Les politiciens, eux, n’ont jamais eu à s’inquiéter. Pourquoi le feraient-ils ? Qui, dans le paysage politique, aurait le courage de mordre la main qui le nourrit ? Cette loi n’est qu’une farce qui favorise les grands clans politiques, ceux-là mêmes qui se partagent le butin électoral sans vergogne. Comment alors espérer qu’ils la réforment ? Qui, dans cette République, oserait se faire hara-kiri en réclamant une transparence qui mettrait à nu leurs propres excès ?
Les exemples ne manquent pas. Du Sun Trust d’Anerood Jugnauth aux Rs 220 millions enfouies dans un coffre de Navin Ramgoolam, en passant par le chèque de Rs 10 millions signé par Dawood Rawat au profit du MMM, et plus récemment, la découverte d’un carnet des dépenses électorales au n°8 lors des législatives de 2019. Ce carnet, noir sur blanc, expose ce que nous savions tous mais que personne n’osait nommer : le plafond de Rs 150 000 par candidat est une mascarade grotesque. Il est violé avec une telle désinvolture qu’il en devient risible.
Le pire, c’est que tout commence par le mensonge. Dès leur entrée en politique, les candidats prêtent serment sur des affidavits truqués. Comment, dès lors, espérer que ces hommes et ces femmes, une fois élus, gouvernent avec intégrité ? Comment bâtir une démocratie sur un socle de faux-semblants, sans loi sur le financement des partis politiques, sans Freedom of Information Act, sans la moindre velléité de transparence ?
La Representation of the People Act exige des candidats qu’ils soumettent leurs comptes de campagne dans les six semaines suivant le scrutin. Ces comptes, visibles sur le site de la Commission électorale, sont pourtant une vaste plaisanterie. La publication de ces chiffres fictifs n’est qu’un exercice hypocrite, symbole d’une démocratie de papier. Irfan Rahman, le commissaire électoral, a souvent reconnu que cette loi est une farce. Mais cela suffit-il à justifier l’inaction face à la violation systématique de la loi ? Peut-on se contenter de regarder les politiciens se jouer du système sans broncher ?

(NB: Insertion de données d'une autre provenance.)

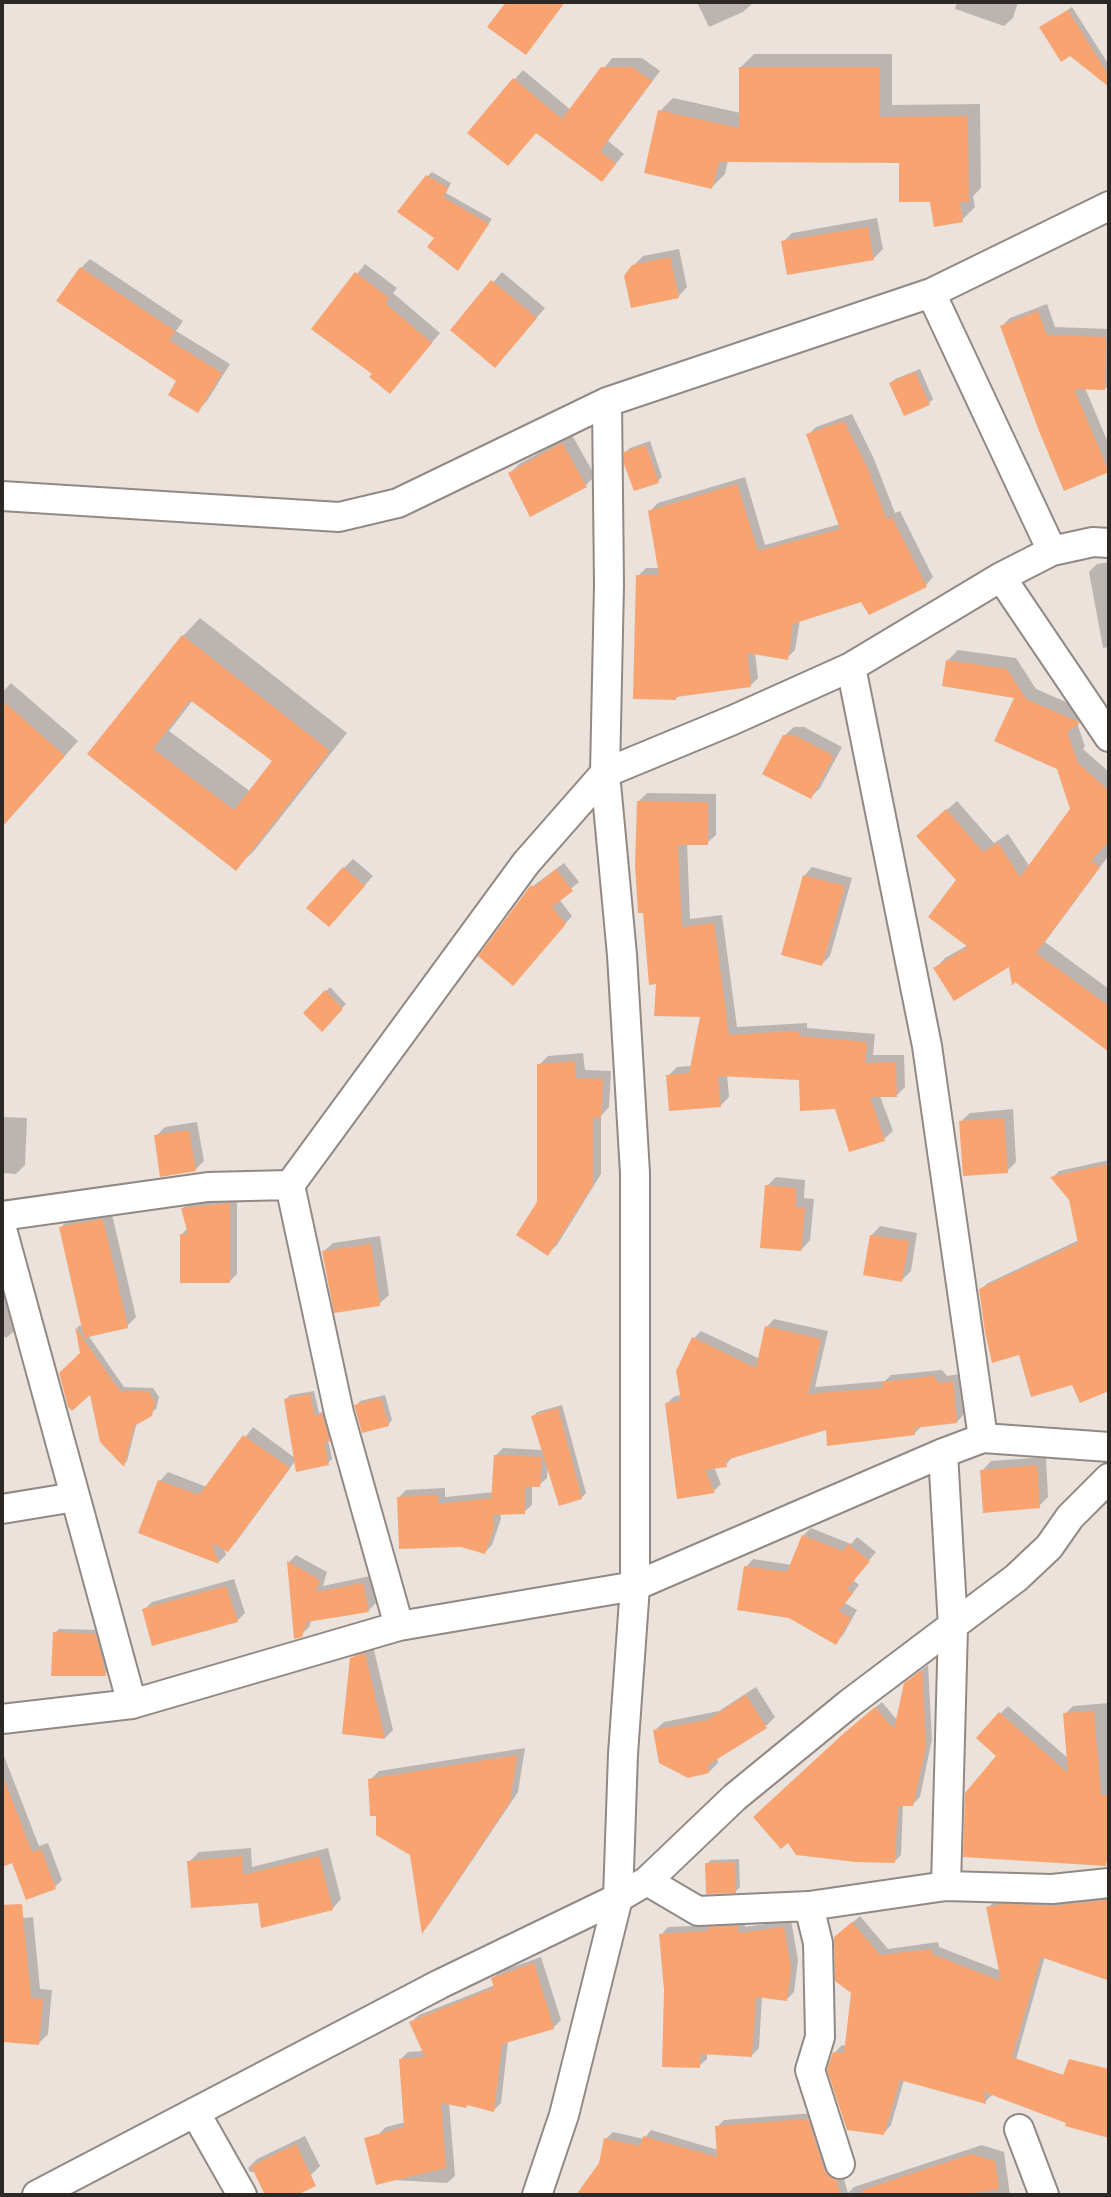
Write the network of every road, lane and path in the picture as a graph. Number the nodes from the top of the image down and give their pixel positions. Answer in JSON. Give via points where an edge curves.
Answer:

La Commission électorale, tout comme nous, reçoit d’innombrables dénonciations. Mais que fait-elle ? Les élections passent, les mêmes pratiques persistent, et l’on se retrouve à dénoncer les abus sans que rien ne change. Le décès de Soopramanien Kistnen, en 2020, a réveillé en nous une part de conscience. Mais cet éveil est resté sans suite.
Les élections villageoises récentes ont montré à quel point ce phénomène de Money Politics gangrène jusqu’aux rouages les plus simples de notre démocratie. Là encore, tout le monde sait, tout le monde voit. Mais personne ne réagit. Les conseils de district, pourtant gagnés par des candidats anti-MSM, se retrouvent encore sous contrôle du parti au pouvoir. Comment ? Toujours par l’argent. Toujours par le jeu de la corruption.
Le plus alarmant, c’est cette indifférence qui s’installe. Ce laisser-faire, ce «tout-le-monde-le-sait» qui banalise l’inacceptable. C’est ainsi que meurt une démocratie, non dans l’éclat d’une révolution, mais dans l’apathie de ceux qui savent, mais ne disent rien.